Nearly fifty hospitals are under pressure this summer due to staff shortages. While the resigning Minister of Health believes that the situation is less tense than last year, in some emergency departments, discontent is starting to rise.
Saturated emergency rooms. As every summer, the same scenes are repeated tirelessly in emergency services in France. Long waiting times, regulatory measures, or even outright closure for some, emergency rooms are overwhelmed. In an interview with West Francethe resigning Minister of Health, Frédéric Valletoux, stated that “around fifty hospitals” are currently under pressure. The reason? The lack of staff and the excessive influx of patients. Without specifying the exact number of establishments forced to close partially or completely, the minister nevertheless wanted to qualify his remarks by explaining that the situation “is a little better than last summer” and “not as bad as during the summer of 2022”.

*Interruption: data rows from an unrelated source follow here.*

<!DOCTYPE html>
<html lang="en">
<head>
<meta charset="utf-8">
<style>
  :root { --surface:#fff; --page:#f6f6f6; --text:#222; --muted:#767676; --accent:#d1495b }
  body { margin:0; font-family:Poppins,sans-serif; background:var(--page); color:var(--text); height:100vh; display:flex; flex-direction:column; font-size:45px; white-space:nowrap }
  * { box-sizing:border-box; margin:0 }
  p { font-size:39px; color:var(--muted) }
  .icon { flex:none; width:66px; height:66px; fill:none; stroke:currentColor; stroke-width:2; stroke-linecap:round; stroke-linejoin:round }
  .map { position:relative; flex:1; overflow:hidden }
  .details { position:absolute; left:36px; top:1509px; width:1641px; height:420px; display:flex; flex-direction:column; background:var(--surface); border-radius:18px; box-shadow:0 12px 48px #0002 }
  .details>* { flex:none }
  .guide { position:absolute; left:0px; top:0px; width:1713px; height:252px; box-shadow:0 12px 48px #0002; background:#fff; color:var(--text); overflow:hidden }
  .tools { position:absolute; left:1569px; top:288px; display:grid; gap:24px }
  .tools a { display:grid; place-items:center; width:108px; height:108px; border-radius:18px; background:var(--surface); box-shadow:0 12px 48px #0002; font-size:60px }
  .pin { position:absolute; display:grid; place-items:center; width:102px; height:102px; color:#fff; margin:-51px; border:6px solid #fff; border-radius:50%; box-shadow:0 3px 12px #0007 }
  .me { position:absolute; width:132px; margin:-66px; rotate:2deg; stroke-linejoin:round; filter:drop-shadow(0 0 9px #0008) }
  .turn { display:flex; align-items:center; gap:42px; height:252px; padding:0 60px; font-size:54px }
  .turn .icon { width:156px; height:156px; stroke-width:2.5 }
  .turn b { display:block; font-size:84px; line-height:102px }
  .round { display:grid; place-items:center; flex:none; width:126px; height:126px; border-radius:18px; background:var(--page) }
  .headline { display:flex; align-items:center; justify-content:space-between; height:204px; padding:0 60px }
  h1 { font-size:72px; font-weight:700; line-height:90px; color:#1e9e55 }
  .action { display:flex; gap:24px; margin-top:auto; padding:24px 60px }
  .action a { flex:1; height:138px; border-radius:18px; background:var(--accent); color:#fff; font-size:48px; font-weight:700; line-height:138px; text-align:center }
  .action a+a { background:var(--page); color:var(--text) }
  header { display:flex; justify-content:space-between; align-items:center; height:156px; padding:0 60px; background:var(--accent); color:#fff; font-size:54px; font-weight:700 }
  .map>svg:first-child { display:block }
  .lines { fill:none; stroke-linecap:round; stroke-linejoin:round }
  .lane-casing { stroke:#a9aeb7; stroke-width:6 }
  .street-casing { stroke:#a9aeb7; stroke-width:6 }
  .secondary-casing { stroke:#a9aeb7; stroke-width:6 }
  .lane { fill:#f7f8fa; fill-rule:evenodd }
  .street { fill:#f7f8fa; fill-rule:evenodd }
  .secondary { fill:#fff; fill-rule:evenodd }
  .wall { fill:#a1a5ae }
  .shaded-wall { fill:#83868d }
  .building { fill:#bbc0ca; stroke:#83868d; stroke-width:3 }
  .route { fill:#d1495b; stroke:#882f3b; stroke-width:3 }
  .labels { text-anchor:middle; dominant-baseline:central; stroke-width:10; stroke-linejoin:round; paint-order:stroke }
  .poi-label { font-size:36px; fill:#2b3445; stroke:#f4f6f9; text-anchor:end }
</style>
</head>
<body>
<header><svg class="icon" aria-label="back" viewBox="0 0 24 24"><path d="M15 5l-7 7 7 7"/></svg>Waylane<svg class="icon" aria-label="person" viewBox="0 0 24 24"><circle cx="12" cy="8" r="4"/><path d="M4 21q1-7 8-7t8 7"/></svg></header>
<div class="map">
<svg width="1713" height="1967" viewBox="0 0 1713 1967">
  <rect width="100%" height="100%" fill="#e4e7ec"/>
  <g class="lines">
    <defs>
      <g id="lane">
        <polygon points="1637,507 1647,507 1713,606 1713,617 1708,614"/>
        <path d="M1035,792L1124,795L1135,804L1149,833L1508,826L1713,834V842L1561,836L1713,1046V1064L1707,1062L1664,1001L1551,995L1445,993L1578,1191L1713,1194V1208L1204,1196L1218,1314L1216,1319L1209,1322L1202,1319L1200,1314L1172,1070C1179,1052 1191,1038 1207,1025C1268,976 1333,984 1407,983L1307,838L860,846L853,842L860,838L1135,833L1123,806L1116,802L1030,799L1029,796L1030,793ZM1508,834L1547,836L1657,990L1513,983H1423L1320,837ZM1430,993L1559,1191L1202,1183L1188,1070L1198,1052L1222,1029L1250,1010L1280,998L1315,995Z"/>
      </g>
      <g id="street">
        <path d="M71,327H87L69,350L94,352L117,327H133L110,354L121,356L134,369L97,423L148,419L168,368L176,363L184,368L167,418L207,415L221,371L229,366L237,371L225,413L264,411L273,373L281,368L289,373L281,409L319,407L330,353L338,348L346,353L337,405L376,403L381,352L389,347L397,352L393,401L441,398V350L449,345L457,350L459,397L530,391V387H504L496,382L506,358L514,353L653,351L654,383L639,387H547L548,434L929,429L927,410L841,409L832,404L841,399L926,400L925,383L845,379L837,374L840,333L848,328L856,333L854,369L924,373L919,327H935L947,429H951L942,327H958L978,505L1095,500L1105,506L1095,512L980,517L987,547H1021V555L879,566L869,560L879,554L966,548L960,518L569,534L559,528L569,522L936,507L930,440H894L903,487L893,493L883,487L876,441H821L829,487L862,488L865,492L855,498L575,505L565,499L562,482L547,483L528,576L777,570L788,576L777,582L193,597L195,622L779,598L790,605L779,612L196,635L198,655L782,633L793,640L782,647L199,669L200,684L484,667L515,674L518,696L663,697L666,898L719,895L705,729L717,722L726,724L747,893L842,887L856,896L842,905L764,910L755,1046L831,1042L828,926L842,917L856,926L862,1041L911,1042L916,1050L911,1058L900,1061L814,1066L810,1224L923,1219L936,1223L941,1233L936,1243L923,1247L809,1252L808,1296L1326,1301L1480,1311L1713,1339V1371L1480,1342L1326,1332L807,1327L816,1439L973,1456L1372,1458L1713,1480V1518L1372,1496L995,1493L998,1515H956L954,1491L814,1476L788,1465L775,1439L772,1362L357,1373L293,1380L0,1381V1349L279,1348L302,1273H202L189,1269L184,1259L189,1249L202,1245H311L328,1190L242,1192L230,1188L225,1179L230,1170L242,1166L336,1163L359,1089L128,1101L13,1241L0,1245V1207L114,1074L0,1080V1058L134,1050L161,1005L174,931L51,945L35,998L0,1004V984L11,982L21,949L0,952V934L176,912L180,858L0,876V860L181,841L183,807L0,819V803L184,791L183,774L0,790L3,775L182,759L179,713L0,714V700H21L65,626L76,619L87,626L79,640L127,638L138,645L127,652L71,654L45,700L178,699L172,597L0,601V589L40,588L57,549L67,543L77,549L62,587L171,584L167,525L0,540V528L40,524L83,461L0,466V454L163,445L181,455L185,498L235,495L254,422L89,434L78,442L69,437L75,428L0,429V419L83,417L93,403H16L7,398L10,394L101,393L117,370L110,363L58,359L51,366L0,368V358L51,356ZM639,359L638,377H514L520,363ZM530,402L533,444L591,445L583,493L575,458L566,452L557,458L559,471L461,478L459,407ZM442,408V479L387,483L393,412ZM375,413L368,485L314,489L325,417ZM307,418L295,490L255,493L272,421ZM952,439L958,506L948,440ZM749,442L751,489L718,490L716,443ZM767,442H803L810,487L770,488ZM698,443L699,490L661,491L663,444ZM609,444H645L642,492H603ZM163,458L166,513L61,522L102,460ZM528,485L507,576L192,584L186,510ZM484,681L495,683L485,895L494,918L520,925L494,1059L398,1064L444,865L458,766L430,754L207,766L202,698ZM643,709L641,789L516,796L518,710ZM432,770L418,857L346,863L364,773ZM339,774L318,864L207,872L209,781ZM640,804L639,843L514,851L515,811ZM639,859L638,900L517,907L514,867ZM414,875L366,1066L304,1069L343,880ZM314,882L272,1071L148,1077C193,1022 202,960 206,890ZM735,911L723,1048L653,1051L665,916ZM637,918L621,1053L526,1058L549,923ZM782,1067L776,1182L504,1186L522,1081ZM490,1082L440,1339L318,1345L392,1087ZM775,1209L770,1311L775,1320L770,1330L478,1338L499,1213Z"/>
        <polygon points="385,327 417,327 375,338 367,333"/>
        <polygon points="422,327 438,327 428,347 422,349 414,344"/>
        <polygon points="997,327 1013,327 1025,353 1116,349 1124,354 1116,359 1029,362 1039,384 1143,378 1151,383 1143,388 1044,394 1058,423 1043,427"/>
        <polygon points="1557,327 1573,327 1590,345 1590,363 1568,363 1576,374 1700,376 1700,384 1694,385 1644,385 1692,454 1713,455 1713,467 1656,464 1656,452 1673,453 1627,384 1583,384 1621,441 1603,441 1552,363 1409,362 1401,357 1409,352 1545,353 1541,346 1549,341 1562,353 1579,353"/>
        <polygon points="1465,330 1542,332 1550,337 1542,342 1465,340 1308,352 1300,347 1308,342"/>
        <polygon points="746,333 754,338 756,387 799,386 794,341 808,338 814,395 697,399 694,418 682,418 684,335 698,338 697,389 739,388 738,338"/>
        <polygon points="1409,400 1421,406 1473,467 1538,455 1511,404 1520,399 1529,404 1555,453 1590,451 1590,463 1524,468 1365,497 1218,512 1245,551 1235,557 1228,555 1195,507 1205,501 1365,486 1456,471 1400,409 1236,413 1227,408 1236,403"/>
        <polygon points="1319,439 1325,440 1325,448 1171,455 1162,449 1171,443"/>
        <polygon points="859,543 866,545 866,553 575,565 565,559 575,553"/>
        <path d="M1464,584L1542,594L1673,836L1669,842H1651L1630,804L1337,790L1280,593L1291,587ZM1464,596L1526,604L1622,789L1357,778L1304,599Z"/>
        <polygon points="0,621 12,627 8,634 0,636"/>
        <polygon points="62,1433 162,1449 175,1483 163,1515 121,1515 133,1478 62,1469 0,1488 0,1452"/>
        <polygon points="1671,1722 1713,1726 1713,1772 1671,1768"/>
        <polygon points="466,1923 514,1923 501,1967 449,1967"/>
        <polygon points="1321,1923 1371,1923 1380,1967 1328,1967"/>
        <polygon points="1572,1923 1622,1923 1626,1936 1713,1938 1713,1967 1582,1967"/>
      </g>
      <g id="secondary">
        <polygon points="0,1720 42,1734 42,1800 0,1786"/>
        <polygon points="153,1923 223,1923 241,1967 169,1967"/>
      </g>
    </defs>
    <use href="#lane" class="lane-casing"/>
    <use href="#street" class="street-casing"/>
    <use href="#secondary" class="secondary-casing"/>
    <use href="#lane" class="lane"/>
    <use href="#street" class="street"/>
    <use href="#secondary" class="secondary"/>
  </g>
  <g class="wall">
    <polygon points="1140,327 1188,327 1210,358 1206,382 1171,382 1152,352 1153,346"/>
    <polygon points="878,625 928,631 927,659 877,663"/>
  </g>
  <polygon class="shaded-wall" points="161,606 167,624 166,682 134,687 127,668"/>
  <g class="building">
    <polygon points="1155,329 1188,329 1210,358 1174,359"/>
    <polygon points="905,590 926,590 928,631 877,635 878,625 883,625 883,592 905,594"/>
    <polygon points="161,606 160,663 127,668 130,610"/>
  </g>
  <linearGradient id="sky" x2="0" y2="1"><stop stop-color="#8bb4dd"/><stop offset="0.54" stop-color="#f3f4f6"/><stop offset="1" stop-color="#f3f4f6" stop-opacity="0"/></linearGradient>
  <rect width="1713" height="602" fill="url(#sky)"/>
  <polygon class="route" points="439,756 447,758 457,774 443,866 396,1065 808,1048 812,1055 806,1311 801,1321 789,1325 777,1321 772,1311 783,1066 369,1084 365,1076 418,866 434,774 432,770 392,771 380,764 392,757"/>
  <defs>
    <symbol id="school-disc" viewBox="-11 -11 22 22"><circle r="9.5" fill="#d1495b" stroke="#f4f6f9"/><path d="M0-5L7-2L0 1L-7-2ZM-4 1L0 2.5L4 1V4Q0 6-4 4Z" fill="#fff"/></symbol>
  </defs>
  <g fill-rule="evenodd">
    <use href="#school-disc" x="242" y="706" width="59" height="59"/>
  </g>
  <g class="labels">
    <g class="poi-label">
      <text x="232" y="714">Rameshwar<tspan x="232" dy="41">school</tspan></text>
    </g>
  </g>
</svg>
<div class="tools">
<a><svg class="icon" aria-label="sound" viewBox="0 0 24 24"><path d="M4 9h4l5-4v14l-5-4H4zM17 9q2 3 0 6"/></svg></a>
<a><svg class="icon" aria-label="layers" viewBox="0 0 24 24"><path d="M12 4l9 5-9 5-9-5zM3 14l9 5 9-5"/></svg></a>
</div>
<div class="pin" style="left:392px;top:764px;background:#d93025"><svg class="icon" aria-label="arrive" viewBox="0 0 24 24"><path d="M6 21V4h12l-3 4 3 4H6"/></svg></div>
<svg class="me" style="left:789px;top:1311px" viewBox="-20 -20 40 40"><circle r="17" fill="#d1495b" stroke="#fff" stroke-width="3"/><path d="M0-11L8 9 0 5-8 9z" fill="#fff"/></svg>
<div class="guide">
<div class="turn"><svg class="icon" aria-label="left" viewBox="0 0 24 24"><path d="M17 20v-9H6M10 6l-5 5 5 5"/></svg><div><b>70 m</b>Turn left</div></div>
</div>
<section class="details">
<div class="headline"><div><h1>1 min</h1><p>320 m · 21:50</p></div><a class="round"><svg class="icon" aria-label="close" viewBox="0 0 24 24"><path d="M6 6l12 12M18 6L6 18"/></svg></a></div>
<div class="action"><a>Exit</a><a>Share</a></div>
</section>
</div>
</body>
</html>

Explaining that there are still several “delicate situations to regulate”, Frédéric Valletoux’s remarks go against those made last week by Marc Noizet, the president of the Samu urgences de France union. The latter stated that the situation currently facing emergency services is “at least equal to, or even worse than, that of 2023”.
Towards a risk of strike?
While some services are saturated at the national level, locally some establishments are on the verge of suffocation. This is the case, for example, at the Digne-les-Bains hospital center where the staff began an unlimited strike on Tuesday, August 20. The cause is a lack of doctors on sick leave for many months or others on maternity leave. “This is something that could have been anticipated and we find ourselves doing a kind of sorting at the entrance to the emergency room,” explained to BFMTV Anne-Laure Reynaud, CGT delegate at the hospital.
The situation at the Digne-les-Bains hospital is not an isolated case. It is in addition to the problems already known in the Alpes-de-Haute-Provence where several establishments are subject to occasional closures, such as in Manosque and Sisteron. According to the unions, the problems that are not exclusively confined to a local level require a response at the national level. “We really need to deploy a real public health policy with a deployment of doctors throughout France where they are needed,” explains Anne-Laure Reynaud. The need to have more trained doctors, as well as an upgrading of the public hospital are also measures to be implemented by the government, the union representative further explains.
Solutions considered
For his part, Hugues Breton, union delegate of the Association of Emergency Physicians of France for the Alpes-de-Haute-Provence department, proposes that trained foreign doctors be able to join the services in full practice once their activity has been validated by the service. Finally, re-establishing bridges between general medicine and emergency medicine would be another avenue to explore to put an end to the lack of staff encountered in many hospitals.